How a reversal works
The long call and short put at the same strike form a synthetic long stock. Pair that with your 100 short shares and the directional risk cancels, leaving a position fixed at the strike value at expiration — a flat payoff line.
A reversal pays when the put is rich relative to the call (after interest and dividends), the opposite condition to a conversion. It is also a way for market-makers to create a synthetic loan or to hold short stock with defined economics.
Risks and reality
The frictions mirror the conversion: three legs of commissions and spreads, borrowing costs and buy-in risk on the short shares, dividend obligations while short, and early assignment on the American-style short put, which breaks the lock.
Like conversions, reversals are mainly a professional inventory and financing tool and a textbook illustration of synthetics. After real-world costs there is rarely a net edge for retail traders.
Calculate it live
Use the free OptionProfit Reversal calculator to load a live option chain, build the trade, and instantly see the payoff chart, breakevens, probability of profit, Greeks and a Monte Carlo simulation of outcomes.
- Short stock + long call + short put (same strike) = a locked, flat payoff.
- The exact mirror of a conversion; profits from rich puts vs calls.

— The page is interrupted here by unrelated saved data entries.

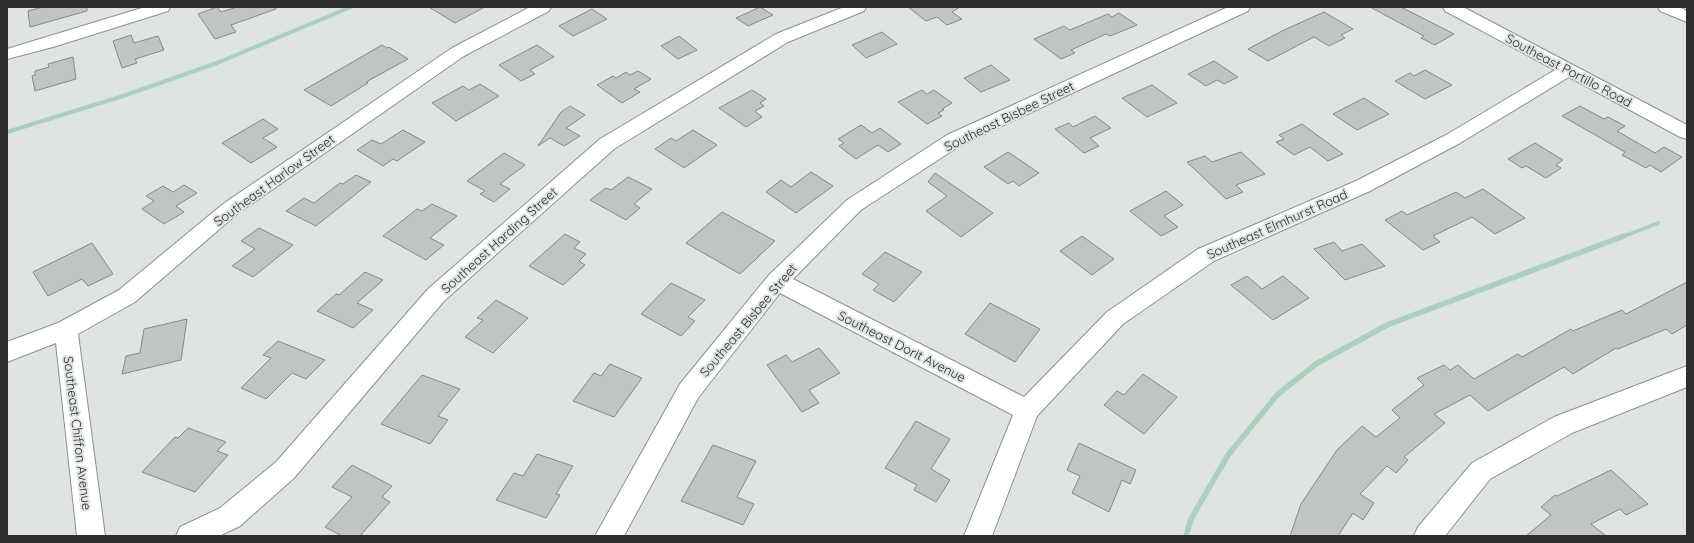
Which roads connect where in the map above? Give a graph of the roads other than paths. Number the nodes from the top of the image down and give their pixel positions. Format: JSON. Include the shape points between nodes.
{"nodes":[{"id":1,"x":162,"y":7,"type":"edge"},
{"id":2,"x":543,"y":7,"type":"edge"},
{"id":3,"x":858,"y":7,"type":"edge"},
{"id":4,"x":1242,"y":7,"type":"edge"},
{"id":5,"x":1666,"y":7,"type":"edge"},
{"id":6,"x":1460,"y":9,"type":"edge"},
{"id":7,"x":1687,"y":17,"type":"edge"},
{"id":8,"x":7,"y":54,"type":"edge"},
{"id":9,"x":1568,"y":70,"type":"junction"},
{"id":10,"x":1687,"y":133,"type":"edge"},
{"id":11,"x":778,"y":281,"type":"junction"},
{"id":12,"x":66,"y":330,"type":"junction"},
{"id":13,"x":7,"y":352,"type":"edge"},
{"id":14,"x":1687,"y":376,"type":"edge"},
{"id":15,"x":1027,"y":410,"type":"junction"},
{"id":16,"x":91,"y":536,"type":"edge"},
{"id":17,"x":190,"y":536,"type":"edge"},
{"id":18,"x":610,"y":536,"type":"edge"},
{"id":19,"x":978,"y":536,"type":"edge"},
{"id":20,"x":1428,"y":536,"type":"edge"}],
"edges":[{"from":1,"to":8,"type":"street"},
{"from":2,"to":12,"type":"street","name":"Southeast Harlow Street","via":[[451,56],[230,209],[128,296]]},
{"from":3,"to":17,"type":"street","name":"Southeast Harding Street","via":[[782,38],[607,144],[436,295],[285,470],[230,517]]},
{"from":4,"to":11,"type":"street","name":"Southeast Bisbee Street","via":[[954,140],[854,205]]},
{"from":5,"to":7,"type":"street"},
{"from":6,"to":9,"type":"street","name":"Southeast Portillo Road"},
{"from":9,"to":10,"type":"street","name":"Southeast Portillo Road"},
{"from":9,"to":15,"type":"street","name":"Southeast Elmhurst Road","via":[[1453,139],[1363,186],[1206,255],[1115,318]]},
{"from":11,"to":15,"type":"street","name":"Southeast Dorit Avenue"},
{"from":11,"to":18,"type":"street","name":"Southeast Bisbee Street","via":[[688,392]]},
{"from":12,"to":13,"type":"street","name":"Southeast Harlow Street"},
{"from":12,"to":16,"type":"street","name":"Southeast Chiffon Avenue"},
{"from":14,"to":20,"type":"street","via":[[1563,425],[1481,471]]},
{"from":15,"to":19,"type":"street","name":"Southeast Elmhurst Road"}]}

- Near-riskless in theory; borrow costs, dividends and assignment erode it.
- A financing and market-maker tool, and a clean lesson in synthetics.
Frequently asked questions
When is a reversal profitable?
When the put is expensive relative to the call after accounting for interest and dividends — the opposite mispricing to the one a conversion exploits.
Why short the stock at all?
The short shares are offset by the synthetic long from the options, so the directional risk cancels. The structure is about locking economics and financing, not betting on a fall.
Is it suitable for retail traders?
Rarely. Borrowing the shares, dividend obligations, three sets of trading costs and early-assignment risk usually erase the small theoretical edge. It is mostly educational and professional.